The letter signees call for passage of H.R. 2665, the Supporting Safety Net Hospitals Act, which would eliminate the cuts for FY24 and FY25 entirely. Among those signing the letter were Massachusetts Democrats Jake Auchincloss, Bill Keating, Lori Trahan, Seth Moulton, Stephen Lynch, Ayanna Pressley, and James McGovern.

The Document That Tells EMTs What Care You Want

Massachusetts is changing the document that patients use to detail their care preferences to the emergency healthcare professionals who are treating them during a medical crisis or when patients cannot speak for themselves.

The new Portable Orders for Life Sustaining Treatment (POLST) form will eventually replace the current MOLST form, or Medical Orders for Life Sustaining Treatment, which is printed on pink paper. POLST forms will be filed electronically, making them more easily visible across care settings, and less likely to get lost. POLST will also be able to be used across state lines.

The forms detail whether a patient wants CPR to resuscitate them and whether they are accepting or refusing medical treatments, including those that might extend life. A POLST form is a medical order, like a prescription. An advance directive is an entirely different and legal document that tells who the patient wants making medical treatment decisions for him/her when he/she cannot speak and gives general directions on treatments.

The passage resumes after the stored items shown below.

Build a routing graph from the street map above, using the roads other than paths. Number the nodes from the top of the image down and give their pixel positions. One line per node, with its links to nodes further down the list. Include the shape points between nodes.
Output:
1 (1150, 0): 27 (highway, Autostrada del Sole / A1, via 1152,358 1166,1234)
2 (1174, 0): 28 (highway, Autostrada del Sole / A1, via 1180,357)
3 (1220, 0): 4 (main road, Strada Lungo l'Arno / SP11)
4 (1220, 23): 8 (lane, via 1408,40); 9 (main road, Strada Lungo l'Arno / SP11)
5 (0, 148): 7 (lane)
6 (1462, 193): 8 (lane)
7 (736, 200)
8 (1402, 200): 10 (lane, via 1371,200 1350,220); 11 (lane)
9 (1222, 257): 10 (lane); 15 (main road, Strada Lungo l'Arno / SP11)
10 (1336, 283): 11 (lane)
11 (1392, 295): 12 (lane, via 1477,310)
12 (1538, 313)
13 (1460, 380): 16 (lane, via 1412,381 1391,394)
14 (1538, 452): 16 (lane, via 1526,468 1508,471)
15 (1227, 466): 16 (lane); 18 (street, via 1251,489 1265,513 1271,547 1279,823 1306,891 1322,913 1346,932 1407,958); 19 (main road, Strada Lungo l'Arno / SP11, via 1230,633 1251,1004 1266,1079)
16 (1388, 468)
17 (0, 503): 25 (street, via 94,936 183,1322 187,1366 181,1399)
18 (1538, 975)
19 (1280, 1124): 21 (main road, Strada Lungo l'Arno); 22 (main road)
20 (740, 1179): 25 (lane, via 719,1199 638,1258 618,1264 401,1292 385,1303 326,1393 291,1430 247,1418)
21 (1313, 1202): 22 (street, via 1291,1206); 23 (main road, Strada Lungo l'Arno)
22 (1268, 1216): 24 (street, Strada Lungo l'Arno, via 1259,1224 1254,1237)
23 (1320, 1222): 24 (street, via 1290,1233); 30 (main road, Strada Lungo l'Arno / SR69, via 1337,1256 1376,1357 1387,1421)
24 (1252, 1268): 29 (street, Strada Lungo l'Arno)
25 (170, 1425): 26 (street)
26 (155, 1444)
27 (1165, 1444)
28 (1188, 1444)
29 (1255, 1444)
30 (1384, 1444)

The MOLST-to-POLST transition will be in pilot test mode at Fairview Hospital and Cooley Dickinson Hospital beginning in June. In the Spring/Summer 2024, the state will test the ePOLST registry and begin drafting regulations in the hopes of beginning POLST implementation towards the end of 2024. In the interim, all POLST forms are valid and must be honored just as a MOLST form would be.

Transition

Michael Gustafson, M.D., the president of UMass Memorial Medical Center for the past five years, MHA Board member, and chair of the Board’s Clinical Issues Advisory Council, has decided to step down from leading the hospital, effective July 28. A system wide e-mail announcing his departure said that Gustafson “intends to pursue his passion for improving quality of care and patient safety, the patient-family experience, and clinical innovation on a regional and national level, expanding upon his 27 years of experience in these areas as a healthcare leader in Massachusetts.” Justin Precourt, R.N., the chief nursing officer for the Medical Center and chief nurse executive for UMass Memorial Health will serve as interim president. Gustafson’s involvement with MHA over the years directly influenced much of the association’s advocacy and work around improving patient and workforce safety, advancing equity, and, most recently, addressing the pandemic.